Ngomahuru — A forgotten human dumpsite

Comment & Analysis
BY TATENDA CHITAGU Masvingo — There  is no sign of life as one drives through the woods on a gravel road to Ngomahuru Psychiatric Centre.

Driving 5km after branching off at the 40km peg along the Masvingo-Beitbridge highway, some tell-tell signs of human inhabitation manifest themselves from a parked District Development Fund (DDF) tractor used in repairing the road.

Then, what one sees next is a big signpost inscribed with the institution’s name, and some nurses in sparkling white uniforms, trudging to their residence for lunch.In sharp contrast to the angelic-white uniforms of the health personnel, some mentally challenged patients in old green uniforms can be seen crowded inside a fortified enclosure.

They seem unhappy, judging by the look of some who have been successfully rehabilitated.

“Welcome brother, welcome, I am still here where you left me, but I want to go back home as I am now feeling well,” said one of the inmates who had been successfully rehabilitated.

The inmate, according to one nurse, has been at the institution for close to three years and has never been visited by a relative.

“This place has been turned into a human dumpsite.
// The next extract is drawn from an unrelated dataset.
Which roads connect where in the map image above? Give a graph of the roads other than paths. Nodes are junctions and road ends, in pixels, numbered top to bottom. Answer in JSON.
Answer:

Once they are left here, their relatives forget about them,” said one of the nurses.

“This makes the process of re-integrating them into society more difficult.”
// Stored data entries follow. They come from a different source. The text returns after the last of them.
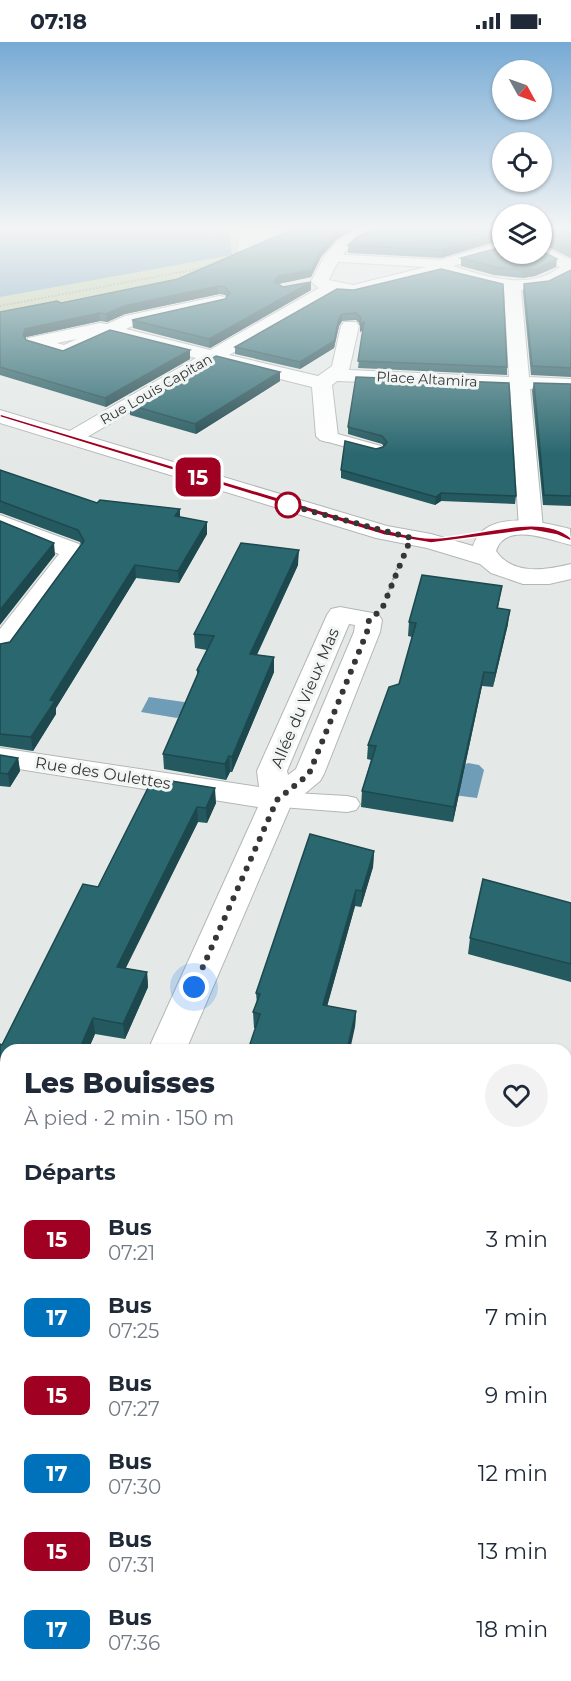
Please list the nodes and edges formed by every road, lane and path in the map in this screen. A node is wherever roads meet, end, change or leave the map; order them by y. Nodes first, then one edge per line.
1 (19, 302) edge
2 (212, 302) edge
3 (297, 302) edge
4 (513, 302) edge
5 (0, 306) edge
6 (350, 326) edge
7 (213, 357) junction
8 (328, 379) junction
9 (520, 383) junction
10 (571, 385) edge
11 (0, 416) edge
12 (327, 436) joint
13 (73, 437) junction
14 (375, 450) edge
15 (0, 522) edge
16 (531, 528) junction
17 (496, 534) junction
18 (571, 538) edge
19 (421, 539) junction
20 (487, 558) junction
21 (566, 575) edge
22 (369, 620) joint
23 (0, 647) edge
24 (0, 757) edge
25 (277, 800) junction
26 (347, 804) dead end
27 (170, 1044) edge

1 - 5 path
2 - 7 street, Place Altamira
3 - 7 street, Rue Louis Capitan
4 - 9 street
6 - 8 street
7 - 8 street, Place Altamira
7 - 13 street, Rue Louis Capitan
8 - 9 street, Place Altamira
8 - 12 street
9 - 10 street, Place Altamira
9 - 16 street
11 - 13 street
12 - 14 lane
13 - 19 street
15 - 23 street
16 - 17 street
16 - 18 street
17 - 19 street
17 - 20 street
19 - 20 street
19 - 22 path
20 - 21 street
22 - 25 street, Allée du Vieux Mas
24 - 25 street, Rue des Oulettes
25 - 26 lane
25 - 27 street, Allée du Vieux Mas

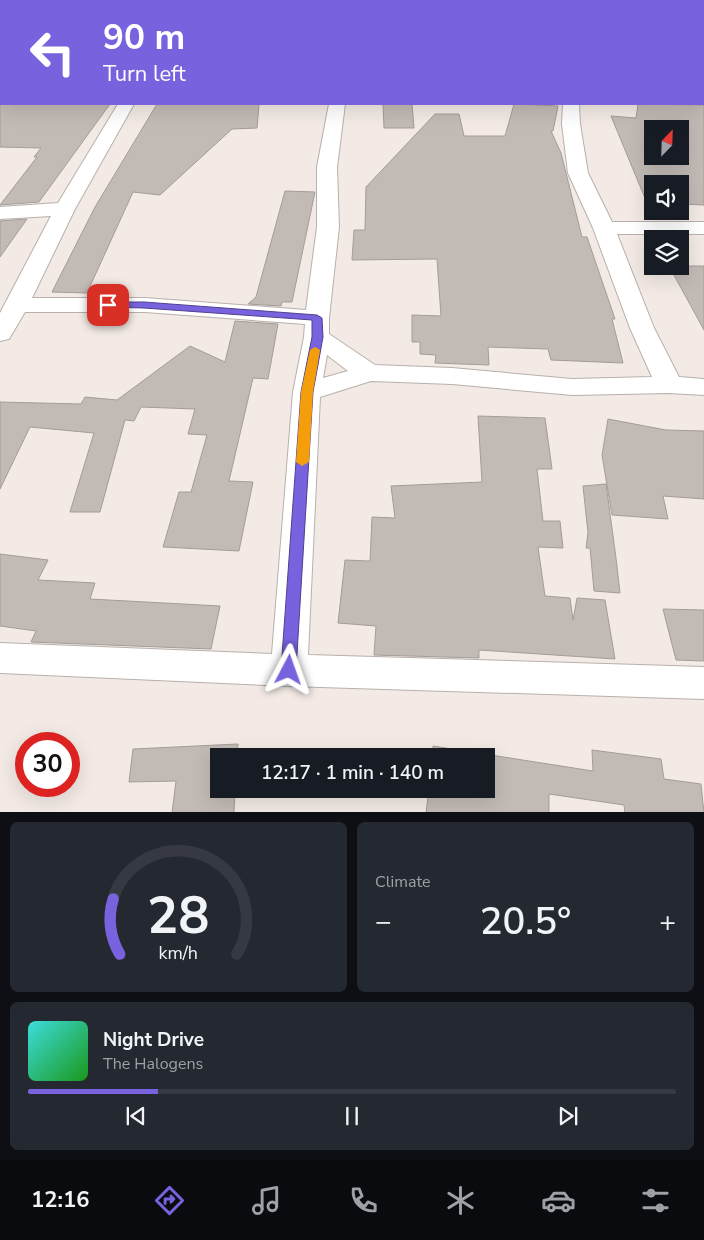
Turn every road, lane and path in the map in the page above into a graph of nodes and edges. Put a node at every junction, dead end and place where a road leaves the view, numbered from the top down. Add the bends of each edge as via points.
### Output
1 (125, 105) edge
2 (337, 105) edge
3 (570, 105) edge
4 (65, 209) junction
5 (0, 213) edge
6 (604, 228) junction
7 (704, 228) edge
8 (17, 305) junction
9 (317, 327) junction
10 (0, 334) edge
11 (369, 373) junction
12 (669, 385) junction
13 (704, 386) edge
14 (307, 392) junction
15 (0, 658) edge
16 (289, 670) junction
17 (704, 683) edge

1 - 4 main road
2 - 9 main road via 327,167 328,228
3 - 6 main road via 578,173
4 - 5 main road
4 - 8 main road
6 - 7 main road
6 - 12 main road via 642,328
8 - 9 main road via 144,305
8 - 10 main road
9 - 11 main road
9 - 14 main road
11 - 12 main road via 452,376 572,387
11 - 14 main road
12 - 13 main road
14 - 16 main road
15 - 16 main road
16 - 17 main road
Ngomahuru, built by the Dutch Reformed Church in 1920 and taken over by white settler government five years later, currently houses 158 inmates, the highest number since independence.

A few years back, the highest intake recorded ever was 70, but it has risen sharply because of patients who have overstayed.
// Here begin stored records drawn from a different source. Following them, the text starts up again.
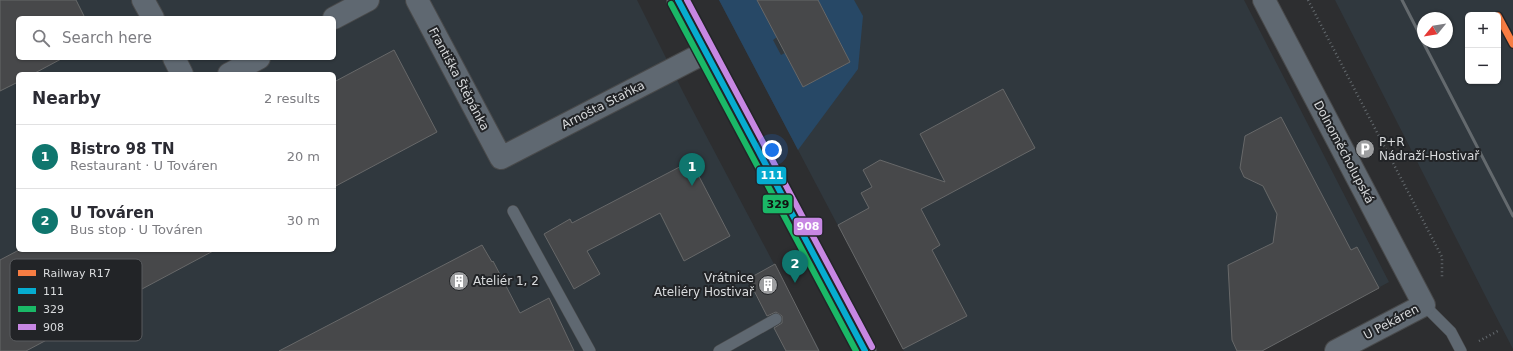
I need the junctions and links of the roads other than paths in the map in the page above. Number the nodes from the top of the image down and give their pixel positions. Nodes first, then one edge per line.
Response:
1 (143, 0) edge
2 (368, 0) edge
3 (417, 0) edge
4 (678, 0) edge
5 (1264, 0) edge
6 (152, 16) edge
7 (336, 17) edge
8 (706, 52) junction
9 (175, 60) edge
10 (255, 60) edge
11 (181, 72) edge
12 (233, 72) edge
13 (501, 158) joint
14 (513, 211) dead end
15 (1424, 305) junction
16 (776, 319) dead end
17 (723, 350) edge
18 (590, 351) edge
19 (865, 351) edge
20 (1336, 351) edge
21 (1461, 351) edge

1 - 6 street
2 - 7 street
3 - 13 street, Františka Štěpánka
4 - 8 street
5 - 15 street, Dolnoměcholupská
8 - 13 street, Arnošta Staňka
8 - 19 street
9 - 11 street
10 - 12 street
14 - 18 lane
15 - 20 street, U Pekáren
15 - 21 lane
16 - 17 lane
The patients stay in a dormitory that houses about 50 of them each on single beds.

The men’s toilets were an eyesore with one of the toilet’s seat broken.

Food supplies were also said to be dwindling after government cut funding for the hospital.

Asked on a number of issues, among them the welfare of the inmates, and whether their increase did not strain the hospital’s food supplies, acting medical superintendent, Amos Shindi, refused to comment.

“I am not allowed to talk to the press, talk to the provincial medical director, Dr Robert Mudyiradima,” he said.

Mudyiradima was said to be out of office for the greater part of last week attending a workshop in Kadoma.

Repeated efforts to contact him on his mobile phone proved fruitless.

The 100% increase of psychiatric cases at Ngomahuru is also attributed to new cases of mental disorders spawned by the June 27 electoral violence where perpetrators are said to be facing “justice” from the avenging spirits of the people they murdered.

According to the Movement for Democratic Change under Prime Minister Morgan Tsvangirai, close to 200 of their party supporters were murdered in the bloody elections, but no single arrest has been made so far.